Below a simple version of the Iterated Prisoner’s Dilemma is coded. A strategy to play the game is defined by the class Strategy. The main loop lets two strategies play each other for 100 rounds (it is not hard to create a main loop that lets more than two strategies play each other in pairs, but that increases the size of the code quite a bit and is not important for the exercise). Strategy has not implemented the choice() method. To create a strategy, you inherit a new class from Strategy, and code the choice() method. Optionally you can also implement the lastmove() method, and extend the __init__() method.

Implement the following strategies:

• Random just plays COOPERATE or DEFECT at random.

• AlwaysDefect always plays DEFECT.

• TitForTat starts with COOPERATE, then plays what the opponent played on the previous move (the lastmove() method gets to see what the opponent played after a choice has been made).

• TitForTwoTats starts with two COOPERATEs, then plays DEFECT if the opponent played DEFECT on both the previous two moves, otherwise COOPERATEs.
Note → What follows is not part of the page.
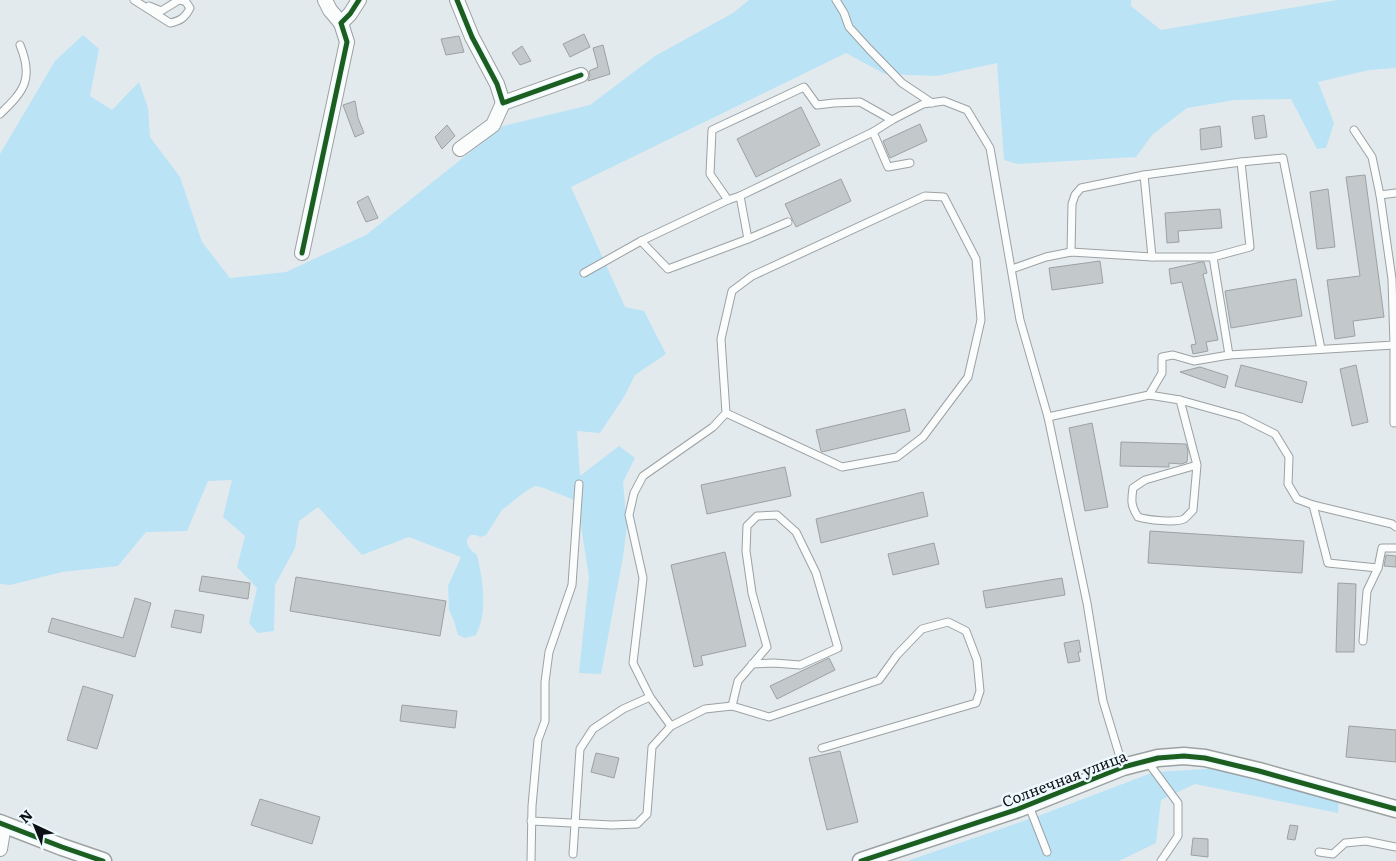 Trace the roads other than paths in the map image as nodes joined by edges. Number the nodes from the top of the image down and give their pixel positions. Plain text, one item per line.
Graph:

• Majority starts with COOPERATE, then plays what the opponent played on the majority of the previous moves.

If you want to implement more strategies, be my guest. Test out some of the strategies against each other by filling in the assignments for strategy1 and strategy2 (do not forget to give them a name between the parentheses).

Note that the shorthand way that I use in this code to write a simple condition (with a statement like 3 if c1 == COOPERATE else 1), which looks like a list comprehension (see Chapter 13), is just to save some space and make the code a bit more readable. It would be just as well to write the 4 lines of code that would be needed to do this with a regular if statement.

# Iterated Prisoner's Dilemma
COOPERATE = 'C'
DEFECT = 'D'
ROUNDS = 100

class Strategy:
    def __init__( self, name="" ):
        self.name = name
        self.score = 0
    def choice( self ):
        # Should return COOPERATE or DEFECT
        return NotImplemented
    def lastmove( self, mymove, opponentmove ):
        # Gets passed the last move made, after a call of choice()
        pass
    def incscore( self, n ):
        self.score += n

strategy1 = Strategy()
strategy2 = Strategy()

for i in range( ROUNDS ):
    c1 = strategy1.choice()
    c2 = strategy2.choice()
    if c1 == c2:
        strategy1.incscore( 3 if c1 == COOPERATE else 1 )
        strategy2.incscore( 3 if c2 == COOPERATE else 1 )
    else:
        strategy1.incscore( 0 if c1 == COOPERATE else 6 )
        strategy2.incscore( 0 if c2 == COOPERATE else 6 )
    strategy1.lastmove( c1, c2 )
    strategy2.lastmove( c2, c1 )

print( "End score of", strategy1.name, "is", strategy1.score )
print( "End score of", strategy2.name, "is", strategy2.score )